HOW TO COMPLETE THIS TASK — Wherever the string "Write" appears in the entries below, return the line that holds it.

START INFORMATION GIVEN

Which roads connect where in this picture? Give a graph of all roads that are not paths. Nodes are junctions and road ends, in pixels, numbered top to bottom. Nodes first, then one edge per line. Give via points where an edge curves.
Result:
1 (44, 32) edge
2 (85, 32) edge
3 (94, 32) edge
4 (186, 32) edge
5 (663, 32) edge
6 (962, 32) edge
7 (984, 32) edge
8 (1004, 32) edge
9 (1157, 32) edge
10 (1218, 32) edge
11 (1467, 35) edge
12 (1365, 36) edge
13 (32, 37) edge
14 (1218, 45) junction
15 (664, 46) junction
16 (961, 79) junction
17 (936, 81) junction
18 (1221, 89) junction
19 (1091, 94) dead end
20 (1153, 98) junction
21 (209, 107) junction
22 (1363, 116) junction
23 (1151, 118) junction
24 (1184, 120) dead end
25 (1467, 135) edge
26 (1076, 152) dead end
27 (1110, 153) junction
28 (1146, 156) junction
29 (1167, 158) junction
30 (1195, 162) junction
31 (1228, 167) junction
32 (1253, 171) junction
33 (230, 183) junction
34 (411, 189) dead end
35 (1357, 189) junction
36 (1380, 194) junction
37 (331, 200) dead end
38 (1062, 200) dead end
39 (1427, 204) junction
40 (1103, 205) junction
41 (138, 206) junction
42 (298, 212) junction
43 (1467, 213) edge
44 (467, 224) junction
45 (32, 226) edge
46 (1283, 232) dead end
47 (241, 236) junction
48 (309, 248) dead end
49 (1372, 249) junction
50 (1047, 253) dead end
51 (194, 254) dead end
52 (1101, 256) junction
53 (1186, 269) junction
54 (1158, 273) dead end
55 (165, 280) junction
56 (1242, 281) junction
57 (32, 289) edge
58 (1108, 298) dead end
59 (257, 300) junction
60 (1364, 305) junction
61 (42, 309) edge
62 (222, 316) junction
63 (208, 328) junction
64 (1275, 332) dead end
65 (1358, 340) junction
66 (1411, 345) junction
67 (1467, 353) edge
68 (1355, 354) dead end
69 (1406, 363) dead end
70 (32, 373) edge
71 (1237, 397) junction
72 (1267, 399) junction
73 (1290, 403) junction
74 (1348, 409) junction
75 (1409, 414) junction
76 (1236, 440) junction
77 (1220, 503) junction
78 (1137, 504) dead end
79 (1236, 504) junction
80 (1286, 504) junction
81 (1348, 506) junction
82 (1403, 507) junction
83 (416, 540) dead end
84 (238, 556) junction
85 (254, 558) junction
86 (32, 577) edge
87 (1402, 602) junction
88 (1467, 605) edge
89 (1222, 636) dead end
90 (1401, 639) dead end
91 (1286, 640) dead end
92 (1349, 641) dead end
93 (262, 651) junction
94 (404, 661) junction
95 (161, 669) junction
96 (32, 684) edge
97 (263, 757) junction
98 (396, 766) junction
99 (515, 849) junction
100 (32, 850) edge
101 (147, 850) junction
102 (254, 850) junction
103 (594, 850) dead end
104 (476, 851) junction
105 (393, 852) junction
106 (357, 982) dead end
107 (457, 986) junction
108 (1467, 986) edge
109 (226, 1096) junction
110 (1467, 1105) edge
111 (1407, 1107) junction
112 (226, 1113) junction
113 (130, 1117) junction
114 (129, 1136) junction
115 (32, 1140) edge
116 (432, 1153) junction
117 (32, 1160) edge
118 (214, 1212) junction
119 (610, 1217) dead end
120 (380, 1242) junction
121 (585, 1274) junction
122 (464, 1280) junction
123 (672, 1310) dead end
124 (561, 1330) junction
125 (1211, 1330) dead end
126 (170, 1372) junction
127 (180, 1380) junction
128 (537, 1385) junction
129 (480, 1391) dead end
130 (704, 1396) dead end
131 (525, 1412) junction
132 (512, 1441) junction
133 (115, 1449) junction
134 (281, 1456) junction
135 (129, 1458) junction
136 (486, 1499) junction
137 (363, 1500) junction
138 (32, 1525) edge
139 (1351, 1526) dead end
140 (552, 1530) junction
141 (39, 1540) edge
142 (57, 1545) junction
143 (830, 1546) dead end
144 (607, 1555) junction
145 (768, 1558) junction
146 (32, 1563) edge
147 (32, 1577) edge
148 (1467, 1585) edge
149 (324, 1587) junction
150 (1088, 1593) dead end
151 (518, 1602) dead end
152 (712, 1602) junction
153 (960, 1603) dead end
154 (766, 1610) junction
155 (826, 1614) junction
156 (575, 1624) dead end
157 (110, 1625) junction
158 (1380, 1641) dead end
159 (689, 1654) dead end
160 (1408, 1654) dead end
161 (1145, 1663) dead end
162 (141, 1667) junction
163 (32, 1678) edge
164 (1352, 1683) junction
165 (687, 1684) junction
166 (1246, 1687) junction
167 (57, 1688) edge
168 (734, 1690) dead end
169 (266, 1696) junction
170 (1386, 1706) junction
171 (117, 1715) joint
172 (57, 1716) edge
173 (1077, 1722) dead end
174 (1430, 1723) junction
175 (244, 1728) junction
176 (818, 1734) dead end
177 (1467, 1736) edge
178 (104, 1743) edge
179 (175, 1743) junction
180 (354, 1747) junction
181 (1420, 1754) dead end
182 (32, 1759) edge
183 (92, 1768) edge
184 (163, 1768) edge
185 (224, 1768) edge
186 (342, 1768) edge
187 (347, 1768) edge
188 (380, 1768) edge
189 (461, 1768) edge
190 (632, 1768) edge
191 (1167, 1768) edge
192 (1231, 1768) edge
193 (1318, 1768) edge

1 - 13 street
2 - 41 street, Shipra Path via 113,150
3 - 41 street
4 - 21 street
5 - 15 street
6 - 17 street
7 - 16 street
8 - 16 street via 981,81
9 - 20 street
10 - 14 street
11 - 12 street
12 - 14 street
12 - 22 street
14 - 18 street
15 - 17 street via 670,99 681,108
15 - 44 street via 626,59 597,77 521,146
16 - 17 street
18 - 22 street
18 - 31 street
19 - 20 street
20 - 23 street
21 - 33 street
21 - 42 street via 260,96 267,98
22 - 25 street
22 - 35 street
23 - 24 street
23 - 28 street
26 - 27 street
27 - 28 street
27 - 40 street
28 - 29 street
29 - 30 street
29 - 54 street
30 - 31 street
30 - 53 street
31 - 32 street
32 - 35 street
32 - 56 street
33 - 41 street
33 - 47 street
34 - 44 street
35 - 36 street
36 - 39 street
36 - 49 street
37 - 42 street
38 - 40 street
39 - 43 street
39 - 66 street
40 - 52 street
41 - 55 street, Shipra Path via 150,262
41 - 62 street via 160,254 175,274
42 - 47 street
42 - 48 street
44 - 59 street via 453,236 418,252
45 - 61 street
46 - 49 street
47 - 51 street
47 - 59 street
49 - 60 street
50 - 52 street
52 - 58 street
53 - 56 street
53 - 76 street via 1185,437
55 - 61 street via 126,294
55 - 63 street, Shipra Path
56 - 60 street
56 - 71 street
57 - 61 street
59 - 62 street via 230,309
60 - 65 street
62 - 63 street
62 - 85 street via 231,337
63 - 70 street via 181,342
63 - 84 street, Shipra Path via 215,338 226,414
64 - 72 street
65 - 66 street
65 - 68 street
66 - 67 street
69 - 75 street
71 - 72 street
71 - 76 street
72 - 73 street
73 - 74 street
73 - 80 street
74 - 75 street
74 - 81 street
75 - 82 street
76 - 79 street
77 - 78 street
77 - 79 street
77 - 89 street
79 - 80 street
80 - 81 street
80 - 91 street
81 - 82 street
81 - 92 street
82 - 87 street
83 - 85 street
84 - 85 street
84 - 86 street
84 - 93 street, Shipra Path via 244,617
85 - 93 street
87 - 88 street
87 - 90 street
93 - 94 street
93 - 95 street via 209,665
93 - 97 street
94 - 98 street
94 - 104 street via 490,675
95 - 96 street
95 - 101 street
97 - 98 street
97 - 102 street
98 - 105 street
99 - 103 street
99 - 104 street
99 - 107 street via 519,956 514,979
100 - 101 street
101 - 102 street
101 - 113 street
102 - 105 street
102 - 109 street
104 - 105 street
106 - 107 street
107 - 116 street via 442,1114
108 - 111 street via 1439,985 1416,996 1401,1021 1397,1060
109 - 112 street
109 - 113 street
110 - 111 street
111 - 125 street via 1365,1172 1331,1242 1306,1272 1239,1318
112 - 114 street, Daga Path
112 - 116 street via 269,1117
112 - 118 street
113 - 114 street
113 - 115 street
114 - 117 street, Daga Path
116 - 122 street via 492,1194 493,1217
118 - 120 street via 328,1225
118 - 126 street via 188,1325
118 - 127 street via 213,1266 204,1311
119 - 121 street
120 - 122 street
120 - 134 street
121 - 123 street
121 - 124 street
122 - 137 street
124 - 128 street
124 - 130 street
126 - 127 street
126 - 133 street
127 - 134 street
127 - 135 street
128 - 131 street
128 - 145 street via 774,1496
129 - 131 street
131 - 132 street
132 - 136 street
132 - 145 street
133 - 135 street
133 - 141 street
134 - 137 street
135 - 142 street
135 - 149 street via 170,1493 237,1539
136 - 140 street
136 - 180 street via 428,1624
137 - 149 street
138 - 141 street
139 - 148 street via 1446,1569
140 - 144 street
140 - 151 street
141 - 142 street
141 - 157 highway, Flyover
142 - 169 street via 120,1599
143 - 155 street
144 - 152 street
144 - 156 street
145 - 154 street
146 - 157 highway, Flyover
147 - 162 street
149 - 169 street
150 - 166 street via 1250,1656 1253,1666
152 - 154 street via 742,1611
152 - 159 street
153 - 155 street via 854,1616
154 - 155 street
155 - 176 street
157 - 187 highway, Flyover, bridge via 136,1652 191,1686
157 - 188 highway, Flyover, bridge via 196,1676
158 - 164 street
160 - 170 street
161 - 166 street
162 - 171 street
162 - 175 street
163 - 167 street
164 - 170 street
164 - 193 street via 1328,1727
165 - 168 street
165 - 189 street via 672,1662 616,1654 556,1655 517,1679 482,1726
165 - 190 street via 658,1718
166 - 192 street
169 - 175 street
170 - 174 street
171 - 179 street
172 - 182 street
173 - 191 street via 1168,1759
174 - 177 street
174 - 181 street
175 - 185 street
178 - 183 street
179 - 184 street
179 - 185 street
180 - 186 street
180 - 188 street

END INFORMATION GIVEN
START INFORMATION GIVEN

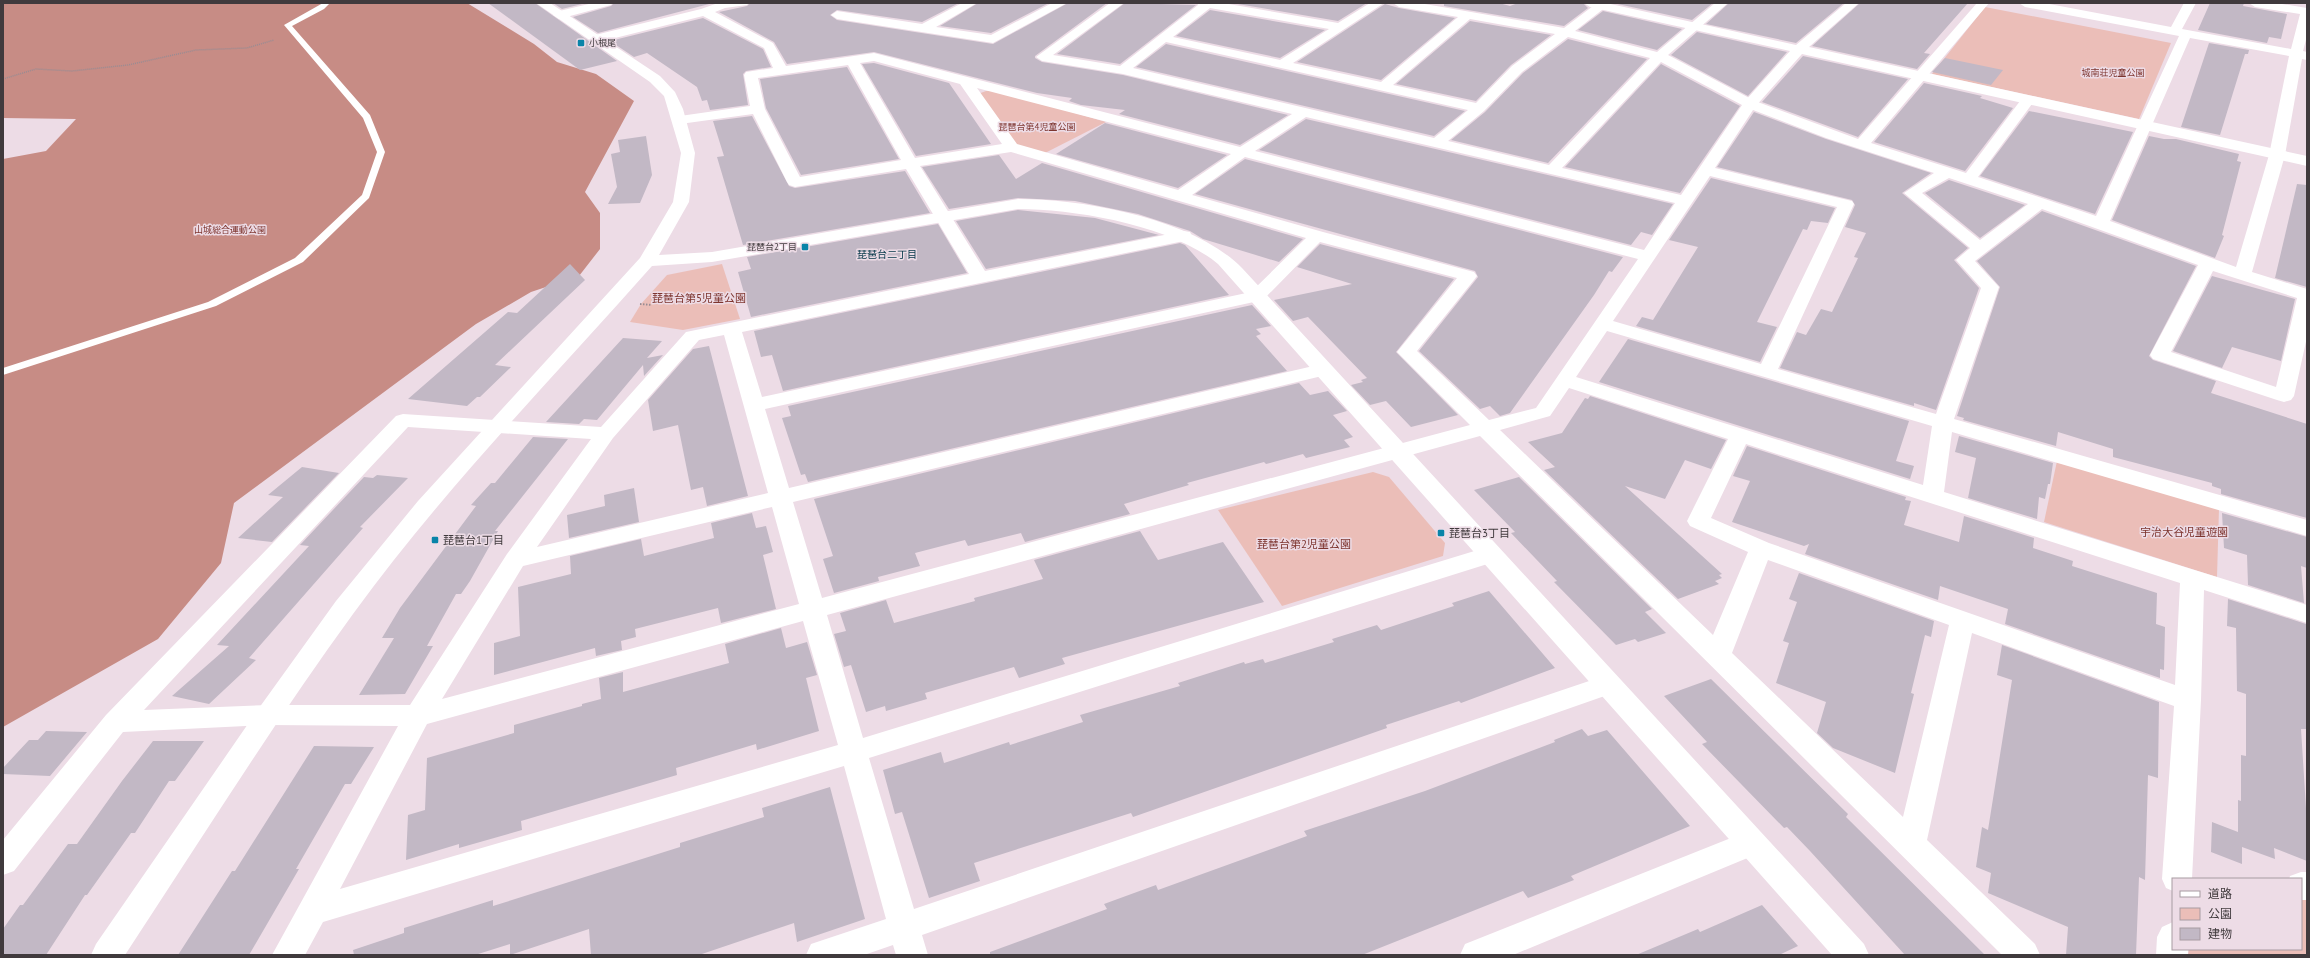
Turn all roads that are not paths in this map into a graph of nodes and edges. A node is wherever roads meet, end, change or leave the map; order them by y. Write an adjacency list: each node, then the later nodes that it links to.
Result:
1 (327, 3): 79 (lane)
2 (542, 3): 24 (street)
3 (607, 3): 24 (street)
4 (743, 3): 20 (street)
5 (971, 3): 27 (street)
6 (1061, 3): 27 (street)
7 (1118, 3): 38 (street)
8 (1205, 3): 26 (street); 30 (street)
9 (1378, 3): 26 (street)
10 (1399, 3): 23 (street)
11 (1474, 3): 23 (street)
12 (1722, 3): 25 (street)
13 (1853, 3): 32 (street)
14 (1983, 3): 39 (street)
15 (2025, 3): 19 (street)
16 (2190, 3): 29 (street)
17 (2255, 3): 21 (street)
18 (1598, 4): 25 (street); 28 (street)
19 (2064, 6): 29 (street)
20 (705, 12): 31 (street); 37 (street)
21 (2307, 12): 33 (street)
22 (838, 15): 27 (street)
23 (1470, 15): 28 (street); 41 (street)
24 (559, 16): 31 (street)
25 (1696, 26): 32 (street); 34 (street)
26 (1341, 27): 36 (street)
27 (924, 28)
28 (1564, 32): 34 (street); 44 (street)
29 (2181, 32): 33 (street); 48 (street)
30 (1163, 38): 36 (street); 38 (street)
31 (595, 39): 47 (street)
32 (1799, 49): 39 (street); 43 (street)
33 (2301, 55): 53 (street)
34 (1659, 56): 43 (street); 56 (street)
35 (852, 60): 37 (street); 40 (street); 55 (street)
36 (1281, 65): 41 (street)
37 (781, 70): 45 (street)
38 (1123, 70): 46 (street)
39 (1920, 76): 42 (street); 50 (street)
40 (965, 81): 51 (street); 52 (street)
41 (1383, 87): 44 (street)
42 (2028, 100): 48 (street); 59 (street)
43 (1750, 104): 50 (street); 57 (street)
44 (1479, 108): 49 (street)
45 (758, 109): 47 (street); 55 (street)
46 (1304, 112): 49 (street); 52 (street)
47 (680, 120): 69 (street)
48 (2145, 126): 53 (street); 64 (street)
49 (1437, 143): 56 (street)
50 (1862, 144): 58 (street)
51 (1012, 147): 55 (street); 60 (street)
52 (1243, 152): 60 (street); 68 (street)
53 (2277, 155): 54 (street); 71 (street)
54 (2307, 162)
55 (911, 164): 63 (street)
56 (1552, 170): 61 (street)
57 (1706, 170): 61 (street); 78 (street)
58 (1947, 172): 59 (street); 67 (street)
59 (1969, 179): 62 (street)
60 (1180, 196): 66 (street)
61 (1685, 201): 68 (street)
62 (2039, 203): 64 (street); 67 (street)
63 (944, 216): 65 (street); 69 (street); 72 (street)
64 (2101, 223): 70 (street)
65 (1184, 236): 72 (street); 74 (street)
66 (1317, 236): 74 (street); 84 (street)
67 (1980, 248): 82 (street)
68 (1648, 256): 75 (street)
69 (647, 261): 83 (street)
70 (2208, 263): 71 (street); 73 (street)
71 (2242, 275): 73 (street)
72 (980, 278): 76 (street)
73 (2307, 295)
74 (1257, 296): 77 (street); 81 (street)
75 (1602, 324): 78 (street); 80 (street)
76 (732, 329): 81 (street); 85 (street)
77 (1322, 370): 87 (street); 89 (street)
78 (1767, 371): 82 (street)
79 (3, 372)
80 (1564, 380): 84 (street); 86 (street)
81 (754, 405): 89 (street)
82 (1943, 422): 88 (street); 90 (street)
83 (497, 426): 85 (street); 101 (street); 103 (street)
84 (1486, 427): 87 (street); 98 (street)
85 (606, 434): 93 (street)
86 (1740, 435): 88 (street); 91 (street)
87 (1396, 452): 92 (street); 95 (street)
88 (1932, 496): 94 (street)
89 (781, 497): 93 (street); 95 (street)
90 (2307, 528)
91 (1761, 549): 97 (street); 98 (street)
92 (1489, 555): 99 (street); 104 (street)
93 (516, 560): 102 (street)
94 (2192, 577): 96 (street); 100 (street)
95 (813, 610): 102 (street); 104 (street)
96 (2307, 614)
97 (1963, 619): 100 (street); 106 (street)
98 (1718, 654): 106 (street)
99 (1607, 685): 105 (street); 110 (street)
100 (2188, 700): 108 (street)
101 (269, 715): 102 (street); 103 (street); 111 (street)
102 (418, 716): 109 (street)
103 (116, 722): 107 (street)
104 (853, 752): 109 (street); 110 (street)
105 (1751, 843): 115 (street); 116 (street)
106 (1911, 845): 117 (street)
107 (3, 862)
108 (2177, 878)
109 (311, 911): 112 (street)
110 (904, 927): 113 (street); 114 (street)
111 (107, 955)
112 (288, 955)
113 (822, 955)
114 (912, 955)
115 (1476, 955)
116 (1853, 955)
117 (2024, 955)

END INFORMATION GIVEN
START INFORMATION GIVEN

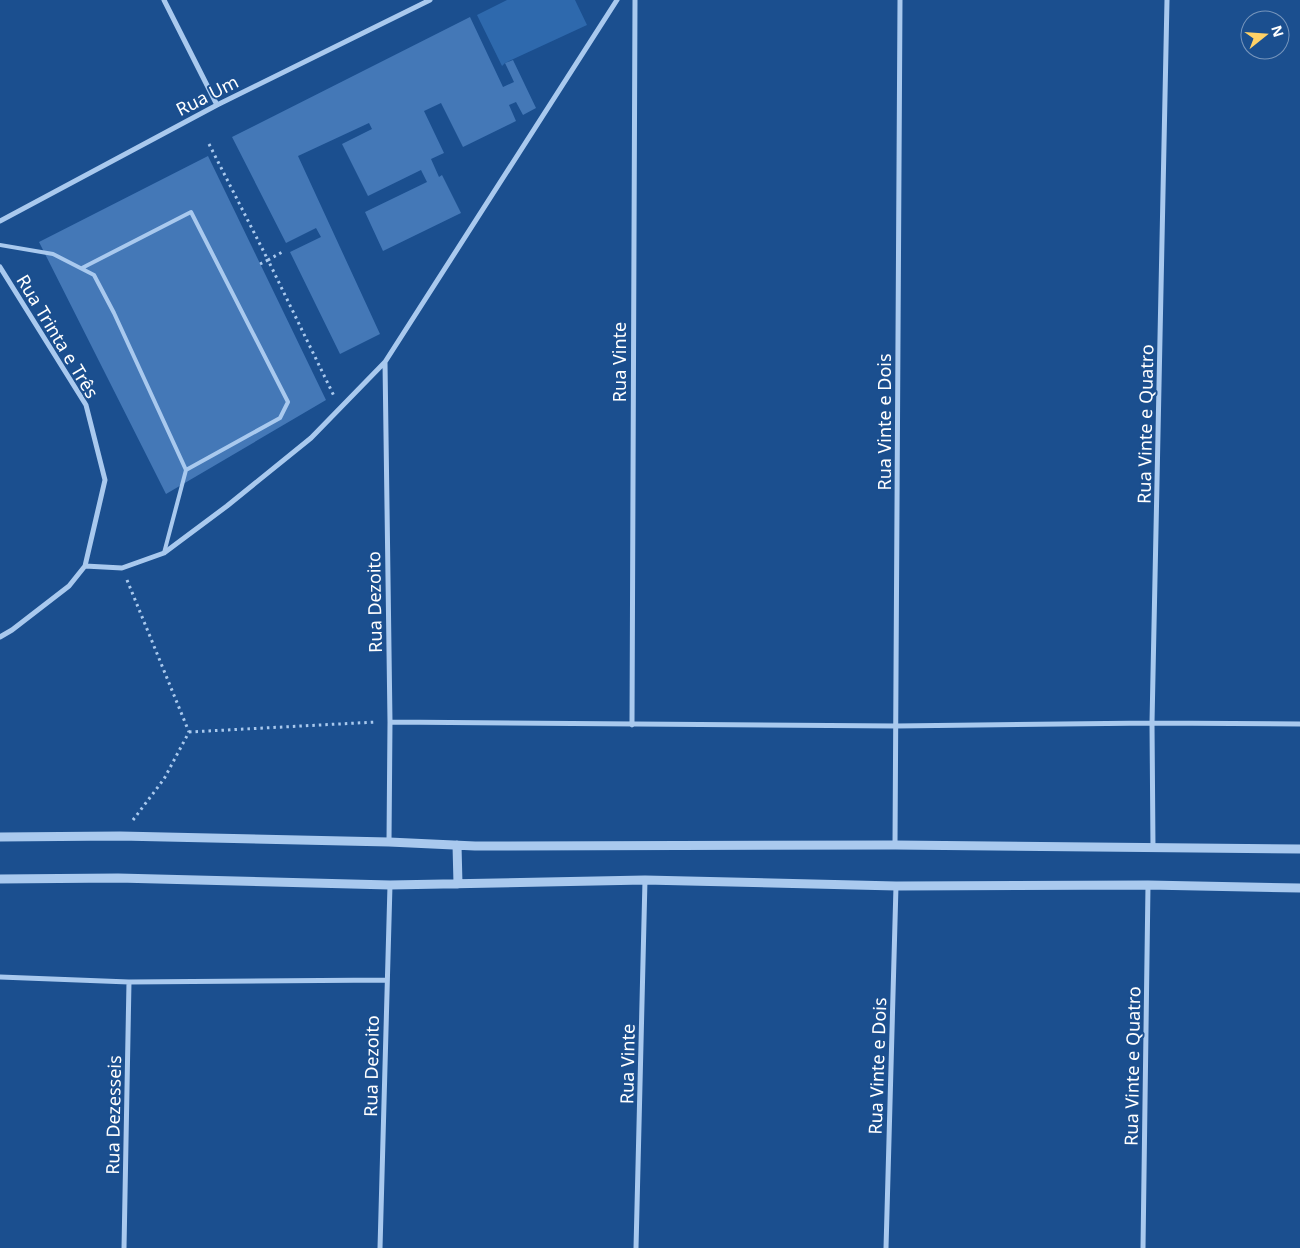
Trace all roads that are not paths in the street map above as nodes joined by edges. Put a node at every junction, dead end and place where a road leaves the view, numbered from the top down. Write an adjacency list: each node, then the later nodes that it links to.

END INFORMATION GIVEN

RESULT OF THE EXERCISE —
Turn all roads that are not paths in this map into a graph of nodes and edges. A node is wherever roads meet, end, change or leave the map; order them by y. Write an adjacency list: each node, then the later nodes that it links to.
Trace all roads that are not paths in the street map above as nodes joined by edges. Put a node at every junction, dead end and place where a road leaves the view, numbered from the top down. Write an adjacency list: each node, then the later nodes that it links to.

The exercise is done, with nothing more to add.